Considering Watson’s background, Sandstorm’s success shouldn’t come as much of a surprise. He was at ground zero during Silver Wheaton’s rise as a major silver-stream-finance company over the past decade. Watson was the company’s chief financial officer, and helped raise US$1 billion in debt and equity capital to fund Silver Wheaton’s growth. 

The crux of the business model is the continued expansion of gold-stream reserves. Sandstorm entered into a revolving credit facility worth US$50 million in January, and the company has cash-on-hand in excess of US$30 million with no existing debt as of March 16.

“I can honestly say we’ve never, ever been this busy,” Watson said on the conference call, “The pipeline is really full. Although it doesn’t guarantee any of these opportunities will become deals, I am fairly confident we’ll be adding to our gold streams in 2012, and we have the funds to execute our expansion plans.”

Sandstorm has received a warm response from markets over the past 12 months, with its share price climbing 125% to a high of $1.94. The company trades at average volumes of 2.7 million shares per day, and has a market cap of US$662 million with 346 million shares outstanding.

The profit-streaming model is not without pitfalls.
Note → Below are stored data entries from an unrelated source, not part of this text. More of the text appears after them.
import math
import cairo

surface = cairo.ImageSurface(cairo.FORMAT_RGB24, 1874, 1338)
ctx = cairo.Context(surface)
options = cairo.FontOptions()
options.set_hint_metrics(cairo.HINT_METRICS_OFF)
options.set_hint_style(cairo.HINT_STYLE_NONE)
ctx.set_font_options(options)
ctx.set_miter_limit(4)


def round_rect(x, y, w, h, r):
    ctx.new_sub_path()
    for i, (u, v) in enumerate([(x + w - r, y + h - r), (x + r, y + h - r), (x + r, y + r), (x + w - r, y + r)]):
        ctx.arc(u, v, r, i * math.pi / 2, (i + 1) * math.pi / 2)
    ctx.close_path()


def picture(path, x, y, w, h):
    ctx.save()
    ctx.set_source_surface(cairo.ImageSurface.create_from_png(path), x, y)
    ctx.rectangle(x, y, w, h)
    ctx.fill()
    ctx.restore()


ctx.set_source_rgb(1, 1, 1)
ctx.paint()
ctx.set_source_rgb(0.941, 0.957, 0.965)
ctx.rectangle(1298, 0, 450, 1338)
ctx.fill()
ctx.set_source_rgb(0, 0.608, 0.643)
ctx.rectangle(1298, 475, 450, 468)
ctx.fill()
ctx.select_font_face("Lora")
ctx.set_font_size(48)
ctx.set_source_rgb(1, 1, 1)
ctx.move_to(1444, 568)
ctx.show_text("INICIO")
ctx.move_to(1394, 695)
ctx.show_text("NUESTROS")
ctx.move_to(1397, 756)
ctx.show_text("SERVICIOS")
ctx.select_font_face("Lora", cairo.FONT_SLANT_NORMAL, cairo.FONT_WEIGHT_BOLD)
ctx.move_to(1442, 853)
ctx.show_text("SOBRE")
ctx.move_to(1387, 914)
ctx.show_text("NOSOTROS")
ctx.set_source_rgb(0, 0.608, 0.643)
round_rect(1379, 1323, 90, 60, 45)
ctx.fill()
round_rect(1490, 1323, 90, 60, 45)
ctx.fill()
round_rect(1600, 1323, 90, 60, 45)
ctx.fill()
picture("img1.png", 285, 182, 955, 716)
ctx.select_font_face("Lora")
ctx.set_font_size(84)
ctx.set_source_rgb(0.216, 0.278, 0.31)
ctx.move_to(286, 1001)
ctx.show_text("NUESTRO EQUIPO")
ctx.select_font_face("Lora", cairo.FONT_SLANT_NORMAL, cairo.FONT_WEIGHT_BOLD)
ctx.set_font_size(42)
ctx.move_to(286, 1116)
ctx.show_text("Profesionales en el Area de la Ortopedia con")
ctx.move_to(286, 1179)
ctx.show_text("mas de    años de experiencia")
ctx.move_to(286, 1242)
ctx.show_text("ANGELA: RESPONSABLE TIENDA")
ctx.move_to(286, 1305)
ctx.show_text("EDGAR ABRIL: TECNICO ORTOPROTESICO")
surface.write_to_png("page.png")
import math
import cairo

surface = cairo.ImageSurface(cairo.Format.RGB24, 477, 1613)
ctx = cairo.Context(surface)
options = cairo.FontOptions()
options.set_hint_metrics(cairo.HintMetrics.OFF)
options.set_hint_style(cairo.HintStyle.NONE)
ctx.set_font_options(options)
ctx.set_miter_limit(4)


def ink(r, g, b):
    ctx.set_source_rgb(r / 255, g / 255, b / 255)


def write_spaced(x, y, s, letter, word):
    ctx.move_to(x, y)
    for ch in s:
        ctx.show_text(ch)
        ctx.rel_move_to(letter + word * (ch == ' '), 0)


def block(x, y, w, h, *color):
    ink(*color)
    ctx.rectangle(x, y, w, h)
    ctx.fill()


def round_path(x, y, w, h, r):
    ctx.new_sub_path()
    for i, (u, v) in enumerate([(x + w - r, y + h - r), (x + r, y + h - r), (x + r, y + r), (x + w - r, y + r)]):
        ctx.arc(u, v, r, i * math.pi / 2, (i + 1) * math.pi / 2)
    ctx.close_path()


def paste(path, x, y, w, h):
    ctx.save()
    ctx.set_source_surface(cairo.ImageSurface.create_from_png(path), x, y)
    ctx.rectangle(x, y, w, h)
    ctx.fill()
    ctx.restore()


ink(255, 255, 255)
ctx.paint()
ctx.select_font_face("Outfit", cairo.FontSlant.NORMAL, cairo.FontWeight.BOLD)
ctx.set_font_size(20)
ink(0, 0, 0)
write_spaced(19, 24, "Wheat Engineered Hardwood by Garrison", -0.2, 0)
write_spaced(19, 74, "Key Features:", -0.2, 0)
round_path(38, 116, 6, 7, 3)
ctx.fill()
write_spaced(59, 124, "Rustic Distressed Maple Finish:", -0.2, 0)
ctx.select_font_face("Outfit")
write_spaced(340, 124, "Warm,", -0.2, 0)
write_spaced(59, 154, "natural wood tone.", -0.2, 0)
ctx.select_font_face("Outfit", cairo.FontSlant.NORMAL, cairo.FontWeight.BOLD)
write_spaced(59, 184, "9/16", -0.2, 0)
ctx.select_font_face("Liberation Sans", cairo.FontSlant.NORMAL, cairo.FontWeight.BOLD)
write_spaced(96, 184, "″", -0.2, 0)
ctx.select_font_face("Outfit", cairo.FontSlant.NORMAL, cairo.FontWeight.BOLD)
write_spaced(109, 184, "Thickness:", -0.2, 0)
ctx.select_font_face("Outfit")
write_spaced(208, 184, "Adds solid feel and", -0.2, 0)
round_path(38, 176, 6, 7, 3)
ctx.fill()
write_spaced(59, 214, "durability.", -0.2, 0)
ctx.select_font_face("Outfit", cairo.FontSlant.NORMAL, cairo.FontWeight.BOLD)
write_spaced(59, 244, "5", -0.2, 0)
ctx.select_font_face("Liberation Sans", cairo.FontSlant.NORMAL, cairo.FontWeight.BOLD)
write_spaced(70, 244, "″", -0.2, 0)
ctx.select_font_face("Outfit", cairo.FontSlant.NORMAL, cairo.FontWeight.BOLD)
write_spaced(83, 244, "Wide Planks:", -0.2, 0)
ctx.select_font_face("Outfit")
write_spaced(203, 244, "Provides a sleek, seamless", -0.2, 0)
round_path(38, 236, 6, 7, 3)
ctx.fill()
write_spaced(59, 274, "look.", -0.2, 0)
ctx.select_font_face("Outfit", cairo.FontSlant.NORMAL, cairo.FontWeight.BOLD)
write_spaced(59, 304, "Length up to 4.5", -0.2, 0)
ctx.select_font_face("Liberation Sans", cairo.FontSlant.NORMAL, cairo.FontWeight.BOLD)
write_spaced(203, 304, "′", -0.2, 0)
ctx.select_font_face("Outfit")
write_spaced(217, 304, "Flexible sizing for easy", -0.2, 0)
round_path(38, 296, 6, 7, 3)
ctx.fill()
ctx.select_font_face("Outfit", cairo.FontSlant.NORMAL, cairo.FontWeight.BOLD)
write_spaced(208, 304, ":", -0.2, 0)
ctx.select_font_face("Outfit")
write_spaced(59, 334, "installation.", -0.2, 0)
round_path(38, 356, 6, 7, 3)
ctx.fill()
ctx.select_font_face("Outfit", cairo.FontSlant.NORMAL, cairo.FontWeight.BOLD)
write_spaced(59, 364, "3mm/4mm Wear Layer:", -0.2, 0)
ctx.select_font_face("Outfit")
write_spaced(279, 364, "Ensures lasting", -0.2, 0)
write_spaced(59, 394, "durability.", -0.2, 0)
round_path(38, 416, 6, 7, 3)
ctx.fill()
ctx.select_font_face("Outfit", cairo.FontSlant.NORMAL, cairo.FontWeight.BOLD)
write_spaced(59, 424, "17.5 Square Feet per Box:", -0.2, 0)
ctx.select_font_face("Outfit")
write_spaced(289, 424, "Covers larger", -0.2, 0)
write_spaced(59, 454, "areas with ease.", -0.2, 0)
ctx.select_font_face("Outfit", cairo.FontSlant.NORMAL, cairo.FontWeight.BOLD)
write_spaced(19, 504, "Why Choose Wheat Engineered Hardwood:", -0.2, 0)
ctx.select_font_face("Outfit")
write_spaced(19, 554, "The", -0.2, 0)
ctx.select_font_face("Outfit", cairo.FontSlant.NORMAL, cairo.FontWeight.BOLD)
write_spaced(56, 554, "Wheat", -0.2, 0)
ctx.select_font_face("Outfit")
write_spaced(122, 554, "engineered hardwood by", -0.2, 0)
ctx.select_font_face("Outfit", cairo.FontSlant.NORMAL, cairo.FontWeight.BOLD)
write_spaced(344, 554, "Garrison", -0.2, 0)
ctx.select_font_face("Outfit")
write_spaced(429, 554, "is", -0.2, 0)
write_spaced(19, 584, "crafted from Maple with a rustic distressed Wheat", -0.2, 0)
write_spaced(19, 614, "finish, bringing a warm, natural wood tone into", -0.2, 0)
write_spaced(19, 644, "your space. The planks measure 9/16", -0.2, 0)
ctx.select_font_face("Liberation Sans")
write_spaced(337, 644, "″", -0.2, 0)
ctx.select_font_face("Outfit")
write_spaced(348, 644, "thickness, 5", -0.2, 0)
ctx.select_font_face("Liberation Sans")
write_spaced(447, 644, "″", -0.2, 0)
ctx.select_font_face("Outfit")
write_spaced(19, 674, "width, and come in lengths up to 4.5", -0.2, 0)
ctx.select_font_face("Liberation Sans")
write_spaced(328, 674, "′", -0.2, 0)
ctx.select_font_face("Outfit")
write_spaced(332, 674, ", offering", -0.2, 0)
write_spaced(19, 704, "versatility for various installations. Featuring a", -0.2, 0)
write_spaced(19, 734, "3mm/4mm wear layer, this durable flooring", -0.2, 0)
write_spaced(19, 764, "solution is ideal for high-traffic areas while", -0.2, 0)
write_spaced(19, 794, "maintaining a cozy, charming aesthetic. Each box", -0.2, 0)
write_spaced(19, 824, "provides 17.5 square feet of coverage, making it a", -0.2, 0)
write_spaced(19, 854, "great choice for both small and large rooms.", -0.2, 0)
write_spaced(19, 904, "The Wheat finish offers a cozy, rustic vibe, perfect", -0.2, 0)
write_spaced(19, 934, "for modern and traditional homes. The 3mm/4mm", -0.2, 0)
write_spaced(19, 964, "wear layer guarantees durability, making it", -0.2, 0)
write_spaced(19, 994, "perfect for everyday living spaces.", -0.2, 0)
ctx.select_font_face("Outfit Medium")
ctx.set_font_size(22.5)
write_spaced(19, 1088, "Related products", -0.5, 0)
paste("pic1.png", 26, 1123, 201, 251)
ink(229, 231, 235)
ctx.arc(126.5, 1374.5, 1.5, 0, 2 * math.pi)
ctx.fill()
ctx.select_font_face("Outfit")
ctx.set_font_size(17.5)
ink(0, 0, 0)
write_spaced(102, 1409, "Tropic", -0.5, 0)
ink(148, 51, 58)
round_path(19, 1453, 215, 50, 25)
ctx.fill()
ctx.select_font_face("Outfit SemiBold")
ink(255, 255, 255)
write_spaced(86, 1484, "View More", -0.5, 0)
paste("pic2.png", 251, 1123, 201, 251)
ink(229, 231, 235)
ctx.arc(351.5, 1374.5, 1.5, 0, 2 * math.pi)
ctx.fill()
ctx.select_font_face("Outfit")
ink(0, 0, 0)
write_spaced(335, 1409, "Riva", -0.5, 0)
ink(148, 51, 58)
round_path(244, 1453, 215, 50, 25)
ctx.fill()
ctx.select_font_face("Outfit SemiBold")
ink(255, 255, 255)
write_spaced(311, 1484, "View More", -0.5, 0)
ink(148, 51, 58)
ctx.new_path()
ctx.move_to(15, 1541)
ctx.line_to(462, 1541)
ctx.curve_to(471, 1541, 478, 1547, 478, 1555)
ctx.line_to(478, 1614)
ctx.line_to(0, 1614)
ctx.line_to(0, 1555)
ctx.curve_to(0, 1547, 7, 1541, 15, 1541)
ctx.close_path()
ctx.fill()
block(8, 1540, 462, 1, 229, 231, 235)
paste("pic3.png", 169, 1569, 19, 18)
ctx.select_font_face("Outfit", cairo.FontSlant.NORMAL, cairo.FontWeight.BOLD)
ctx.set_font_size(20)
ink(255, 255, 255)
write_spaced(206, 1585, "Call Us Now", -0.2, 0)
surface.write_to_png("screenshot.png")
Sandstorm’s current deals were negotiated when gold prices were hovering around US$900 per oz. This allowed the company to lock-in competitive fixed-payment costs of roughly US$400 per oz., which led to significant profit margins as gold prices exceeded US$1800 per oz. in 2011.

One would assume prospective borrowers will begin asking for pricier fixed-payment schedules at higher gold prices — potentially causing Sandstorm’s revenue margins on the streams to drop as its cost per oz. increases.

Watson and the Sandstorm group are looking to avoid potential drop-offs by diversifying under sister-company Sandstorm Metals and Energy (SND-V). The idea of taking commodity streams into the energy sector is an underexplored one, and has yet to prove as profitable as with precious metals — the company recorded a US$13.1 million net loss during the fourth quarter of 2011.

Sandstorm sees upside in decade-low natural gas prices. With liquid-natural gas (LNG) infrastructure now receiving more attention from countries looking to move away from nuclear power and coal it is possible Sandstorm could lock down similar long-term fixed-cost LNG streams, and benefit from a rise in the commodity price triggered by heightened demand.